- [Task item] Print every record exactly, omitting all pictures.

- [Exercise inputs]
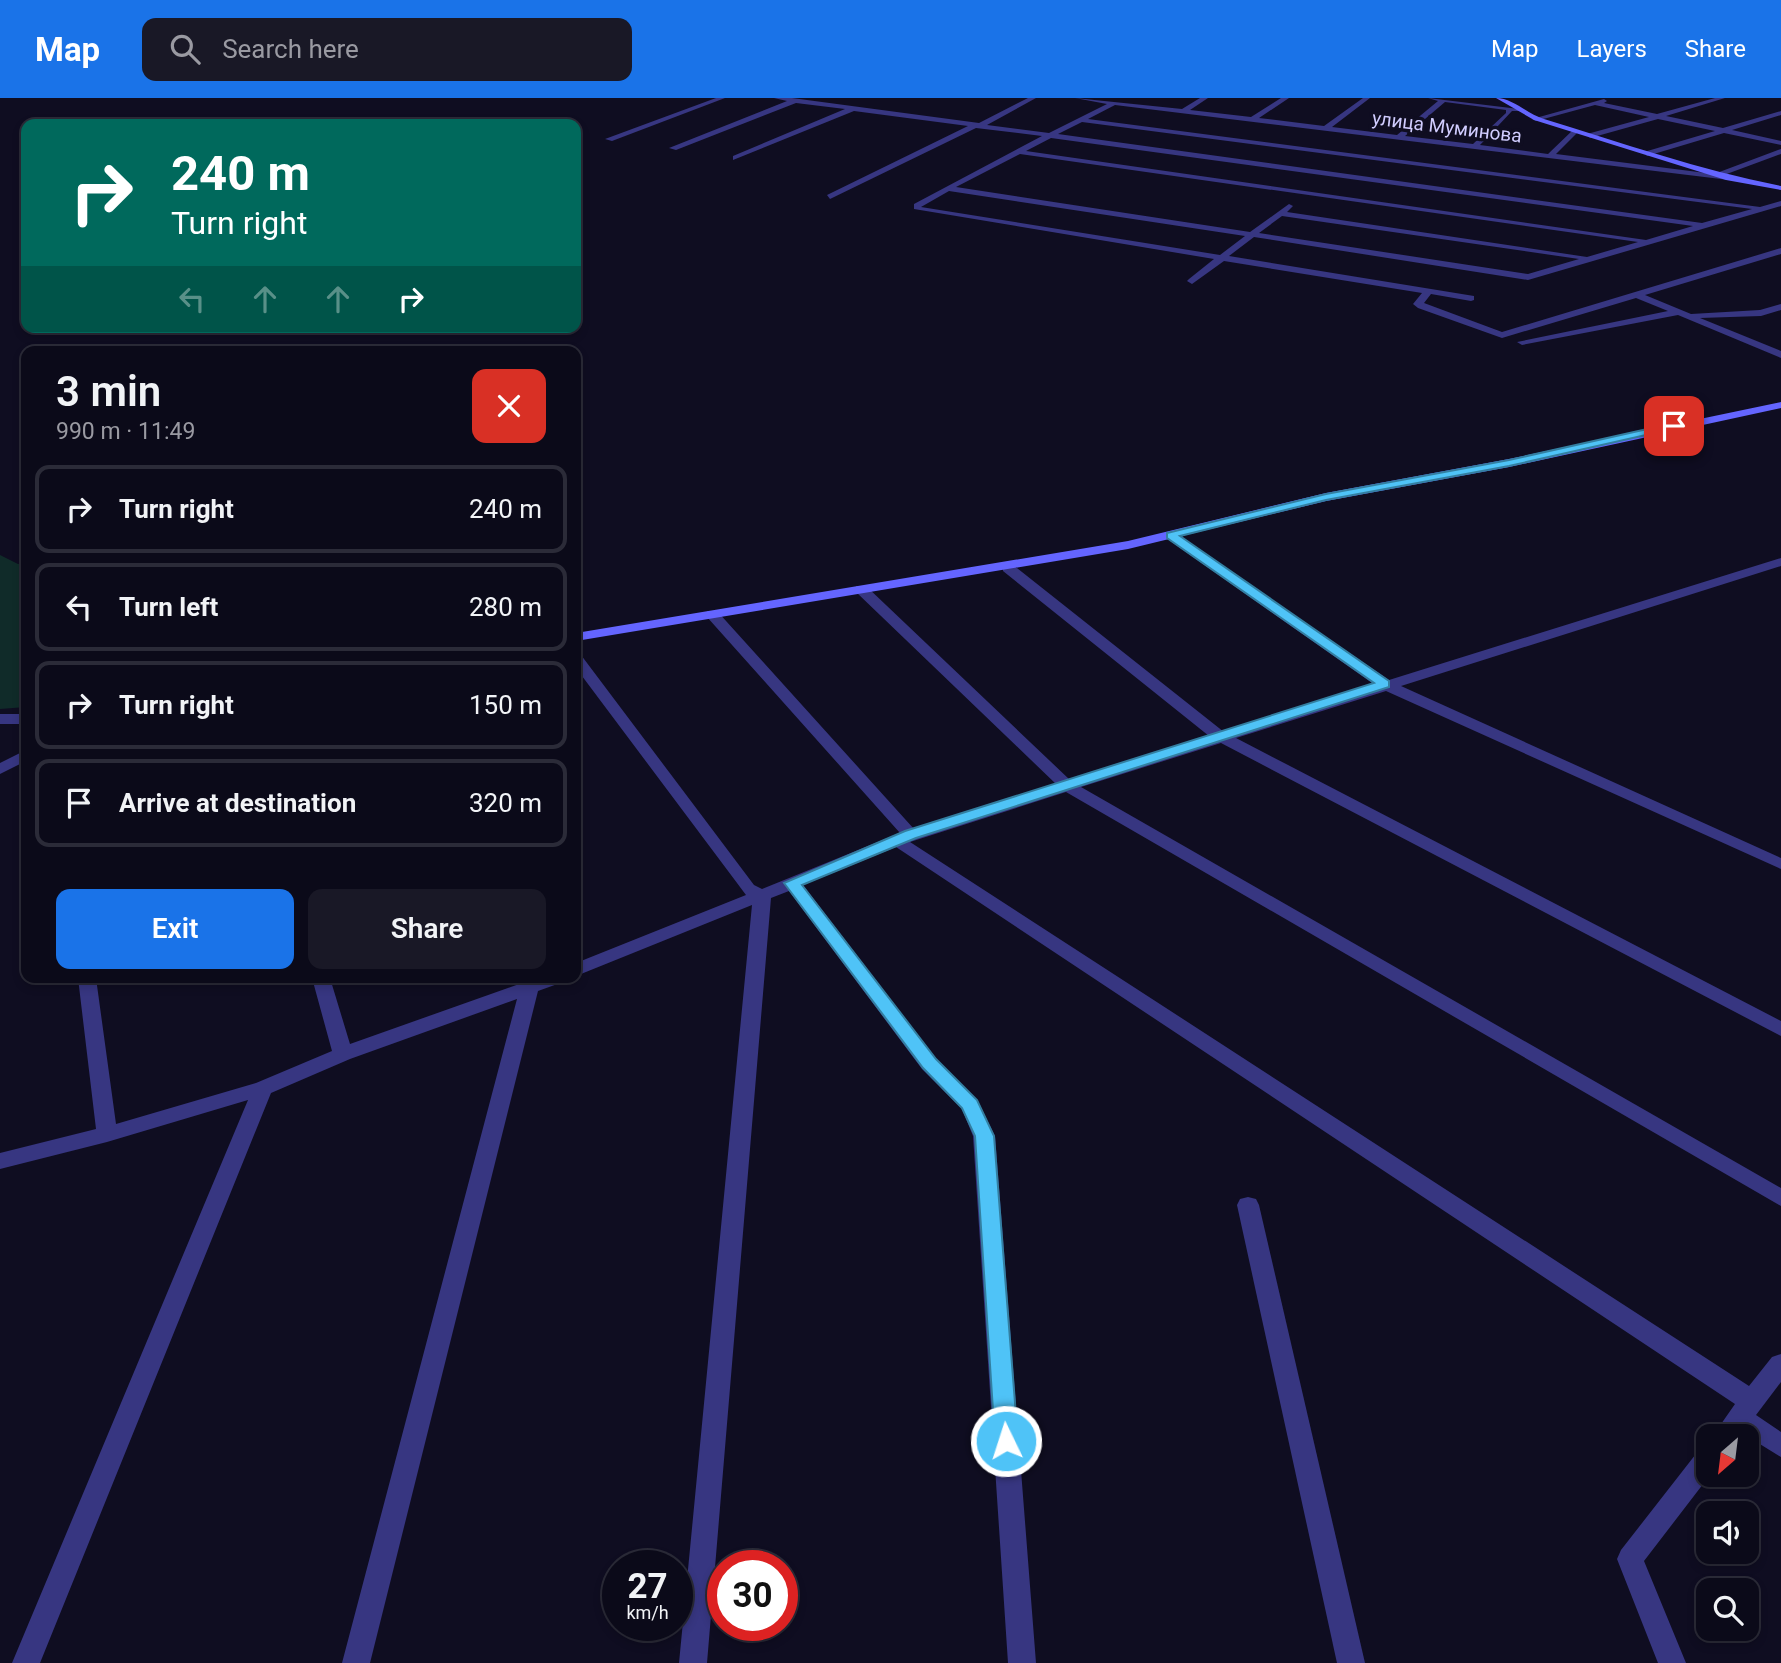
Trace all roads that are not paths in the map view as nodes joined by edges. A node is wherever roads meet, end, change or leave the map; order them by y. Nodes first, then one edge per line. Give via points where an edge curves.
1 (722, 98) edge
2 (777, 98) edge
3 (1033, 98) edge
4 (1078, 98) edge
5 (1205, 98) edge
6 (1286, 98) edge
7 (1367, 98) edge
8 (1431, 98) edge
9 (1614, 98) edge
10 (1722, 98) edge
11 (1502, 99) edge
12 (795, 100) junction
13 (1443, 100) edge
14 (1115, 102) junction
15 (1594, 103) junction
16 (853, 108) junction
17 (1513, 109) junction
18 (1184, 111) junction
19 (1781, 113) edge
20 (1656, 116) junction
21 (1253, 119) junction
22 (1536, 119) junction
23 (1082, 120) junction
24 (977, 125) junction
25 (1326, 128) junction
26 (1574, 131) junction
27 (1723, 131) junction
28 (1052, 135) junction
29 (1378, 135) junction
30 (1590, 136) junction
31 (1399, 137) junction
32 (609, 139) dead end
33 (1370, 141) dead end
34 (1781, 143) edge
35 (1474, 147) junction
36 (673, 148) dead end
37 (1361, 148) dead end
38 (1781, 151) edge
39 (1020, 152) junction
40 (1647, 154) junction
41 (1352, 155) junction
42 (1550, 156) junction
43 (736, 158) dead end
44 (1759, 159) junction
45 (1781, 164) edge
46 (1329, 173) junction
47 (1717, 175) junction
48 (1729, 178) junction
49 (948, 188) junction
50 (1781, 188) edge
51 (1306, 192) junction
52 (830, 197) dead end
53 (1781, 203) edge
54 (1762, 208) junction
55 (1280, 213) junction
56 (1705, 225) junction
57 (1250, 235) junction
58 (1649, 241) junction
59 (1781, 251) edge
60 (1590, 258) junction
61 (1221, 259) junction
62 (1192, 281) dead end
63 (1429, 291) junction
64 (1635, 294) junction
65 (1471, 298) dead end
66 (1781, 307) edge
67 (1684, 313) junction
68 (1762, 313) junction
69 (1781, 313) edge
70 (1522, 342) dead end
71 (1781, 355) edge
72 (1781, 405) edge
73 (1171, 535) junction
74 (1781, 562) edge
75 (1008, 568) junction
76 (861, 589) junction
77 (712, 614) junction
78 (581, 636) edge
79 (581, 665) edge
80 (1384, 684) junction
81 (0, 719) edge
82 (21, 719) edge
83 (1223, 735) junction
84 (21, 758) edge
85 (0, 769) edge
86 (1066, 785) junction
87 (905, 838) junction
88 (1781, 864) edge
89 (792, 883) junction
90 (762, 897) junction
91 (581, 968) edge
92 (88, 983) edge
93 (322, 983) edge
94 (544, 983) edge
95 (529, 989) junction
96 (1781, 1029) edge
97 (343, 1054) junction
98 (263, 1088) junction
99 (107, 1133) junction
100 (0, 1160) edge
101 (1781, 1198) edge
102 (1248, 1205) dead end
103 (1781, 1364) edge
104 (1745, 1409) junction
105 (1734, 1424) edge
106 (1781, 1446) edge
107 (1696, 1474) edge
108 (26, 1663) edge
109 (356, 1663) edge
110 (693, 1663) edge
111 (1022, 1663) edge
112 (1351, 1663) edge
113 (1672, 1663) edge

1 - 32 street
2 - 12 street
3 - 24 street
4 - 14 street, улица Муминова
5 - 18 street
6 - 21 street
7 - 25 street
8 - 13 street
9 - 15 street
10 - 20 street
11 - 17 street
12 - 16 street
12 - 36 street
13 - 17 street
13 - 31 street
14 - 18 street, улица Муминова
14 - 23 street
15 - 20 street
15 - 22 street
16 - 24 street
16 - 43 street
17 - 22 street
17 - 35 street
18 - 21 street, улица Муминова
19 - 27 street
20 - 27 street
20 - 30 street
21 - 25 street, улица Муминова
22 - 26 street
23 - 28 street
23 - 41 street
24 - 28 street
24 - 52 street
25 - 29 street, улица Муминова
26 - 30 street
26 - 42 street
27 - 34 street
27 - 40 street
28 - 39 street
28 - 46 street
29 - 31 street, улица Муминова
29 - 33 street
30 - 40 street
31 - 35 street, улица Муминова
35 - 42 street, улица Муминова
37 - 41 street
38 - 44 street
39 - 49 street
39 - 51 street
40 - 47 street
41 - 46 street
41 - 54 street
42 - 48 street, улица Муминова
44 - 45 street
44 - 47 street
46 - 51 street
46 - 56 street
47 - 48 street
48 - 50 street
49 - 57 street
49 - 61 street via 918,209
51 - 55 street
51 - 58 street
53 - 54 street
54 - 56 street
55 - 57 street
55 - 60 street
56 - 58 street
57 - 60 street via 1528,277
57 - 61 street
58 - 60 street
59 - 64 street
61 - 62 street
61 - 63 street
63 - 64 street via 1421,306 1502,335
63 - 65 street
64 - 67 street
66 - 68 street
67 - 68 street
67 - 70 street
67 - 71 street
68 - 69 street
72 - 73 street via 1338,494
73 - 75 street
73 - 80 street
74 - 80 street
75 - 76 street
75 - 83 street via 1211,732
76 - 77 street
76 - 86 street
77 - 78 street
77 - 87 street
79 - 90 street via 748,889
80 - 83 street
80 - 88 street
81 - 82 street
83 - 86 street
83 - 96 street
84 - 85 street
86 - 87 street
86 - 101 street
87 - 89 street
87 - 104 street
89 - 90 street
89 - 111 street via 929,1064 970,1105 984,1136
90 - 91 street
90 - 110 street
92 - 99 street
93 - 97 street
94 - 95 street
95 - 97 street
95 - 109 street
97 - 98 street
98 - 99 street
98 - 108 street
99 - 100 street
102 - 112 street
103 - 104 street
104 - 105 street
104 - 106 street
107 - 113 street via 1630,1559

- [Response below]
Trace all roads that are not paths in the map view as nodes joined by edges. A node is wherever roads meet, end, change or leave the map; order them by y. Nodes first, then one edge per line. Give via points where an edge curves.
1 (722, 98) edge
2 (777, 98) edge
3 (1033, 98) edge
4 (1078, 98) edge
5 (1205, 98) edge
6 (1286, 98) edge
7 (1367, 98) edge
8 (1431, 98) edge
9 (1614, 98) edge
10 (1722, 98) edge
11 (1502, 99) edge
12 (795, 100) junction
13 (1443, 100) edge
14 (1115, 102) junction
15 (1594, 103) junction
16 (853, 108) junction
17 (1513, 109) junction
18 (1184, 111) junction
19 (1781, 113) edge
20 (1656, 116) junction
21 (1253, 119) junction
22 (1536, 119) junction
23 (1082, 120) junction
24 (977, 125) junction
25 (1326, 128) junction
26 (1574, 131) junction
27 (1723, 131) junction
28 (1052, 135) junction
29 (1378, 135) junction
30 (1590, 136) junction
31 (1399, 137) junction
32 (609, 139) dead end
33 (1370, 141) dead end
34 (1781, 143) edge
35 (1474, 147) junction
36 (673, 148) dead end
37 (1361, 148) dead end
38 (1781, 151) edge
39 (1020, 152) junction
40 (1647, 154) junction
41 (1352, 155) junction
42 (1550, 156) junction
43 (736, 158) dead end
44 (1759, 159) junction
45 (1781, 164) edge
46 (1329, 173) junction
47 (1717, 175) junction
48 (1729, 178) junction
49 (948, 188) junction
50 (1781, 188) edge
51 (1306, 192) junction
52 (830, 197) dead end
53 (1781, 203) edge
54 (1762, 208) junction
55 (1280, 213) junction
56 (1705, 225) junction
57 (1250, 235) junction
58 (1649, 241) junction
59 (1781, 251) edge
60 (1590, 258) junction
61 (1221, 259) junction
62 (1192, 281) dead end
63 (1429, 291) junction
64 (1635, 294) junction
65 (1471, 298) dead end
66 (1781, 307) edge
67 (1684, 313) junction
68 (1762, 313) junction
69 (1781, 313) edge
70 (1522, 342) dead end
71 (1781, 355) edge
72 (1781, 405) edge
73 (1171, 535) junction
74 (1781, 562) edge
75 (1008, 568) junction
76 (861, 589) junction
77 (712, 614) junction
78 (581, 636) edge
79 (581, 665) edge
80 (1384, 684) junction
81 (0, 719) edge
82 (21, 719) edge
83 (1223, 735) junction
84 (21, 758) edge
85 (0, 769) edge
86 (1066, 785) junction
87 (905, 838) junction
88 (1781, 864) edge
89 (792, 883) junction
90 (762, 897) junction
91 (581, 968) edge
92 (88, 983) edge
93 (322, 983) edge
94 (544, 983) edge
95 (529, 989) junction
96 (1781, 1029) edge
97 (343, 1054) junction
98 (263, 1088) junction
99 (107, 1133) junction
100 (0, 1160) edge
101 (1781, 1198) edge
102 (1248, 1205) dead end
103 (1781, 1364) edge
104 (1745, 1409) junction
105 (1734, 1424) edge
106 (1781, 1446) edge
107 (1696, 1474) edge
108 (26, 1663) edge
109 (356, 1663) edge
110 (693, 1663) edge
111 (1022, 1663) edge
112 (1351, 1663) edge
113 (1672, 1663) edge

1 - 32 street
2 - 12 street
3 - 24 street
4 - 14 street, улица Муминова
5 - 18 street
6 - 21 street
7 - 25 street
8 - 13 street
9 - 15 street
10 - 20 street
11 - 17 street
12 - 16 street
12 - 36 street
13 - 17 street
13 - 31 street
14 - 18 street, улица Муминова
14 - 23 street
15 - 20 street
15 - 22 street
16 - 24 street
16 - 43 street
17 - 22 street
17 - 35 street
18 - 21 street, улица Муминова
19 - 27 street
20 - 27 street
20 - 30 street
21 - 25 street, улица Муминова
22 - 26 street
23 - 28 street
23 - 41 street
24 - 28 street
24 - 52 street
25 - 29 street, улица Муминова
26 - 30 street
26 - 42 street
27 - 34 street
27 - 40 street
28 - 39 street
28 - 46 street
29 - 31 street, улица Муминова
29 - 33 street
30 - 40 street
31 - 35 street, улица Муминова
35 - 42 street, улица Муминова
37 - 41 street
38 - 44 street
39 - 49 street
39 - 51 street
40 - 47 street
41 - 46 street
41 - 54 street
42 - 48 street, улица Муминова
44 - 45 street
44 - 47 street
46 - 51 street
46 - 56 street
47 - 48 street
48 - 50 street
49 - 57 street
49 - 61 street via 918,209
51 - 55 street
51 - 58 street
53 - 54 street
54 - 56 street
55 - 57 street
55 - 60 street
56 - 58 street
57 - 60 street via 1528,277
57 - 61 street
58 - 60 street
59 - 64 street
61 - 62 street
61 - 63 street
63 - 64 street via 1421,306 1502,335
63 - 65 street
64 - 67 street
66 - 68 street
67 - 68 street
67 - 70 street
67 - 71 street
68 - 69 street
72 - 73 street via 1338,494
73 - 75 street
73 - 80 street
74 - 80 street
75 - 76 street
75 - 83 street via 1211,732
76 - 77 street
76 - 86 street
77 - 78 street
77 - 87 street
79 - 90 street via 748,889
80 - 83 street
80 - 88 street
81 - 82 street
83 - 86 street
83 - 96 street
84 - 85 street
86 - 87 street
86 - 101 street
87 - 89 street
87 - 104 street
89 - 90 street
89 - 111 street via 929,1064 970,1105 984,1136
90 - 91 street
90 - 110 street
92 - 99 street
93 - 97 street
94 - 95 street
95 - 97 street
95 - 109 street
97 - 98 street
98 - 99 street
98 - 108 street
99 - 100 street
102 - 112 street
103 - 104 street
104 - 105 street
104 - 106 street
107 - 113 street via 1630,1559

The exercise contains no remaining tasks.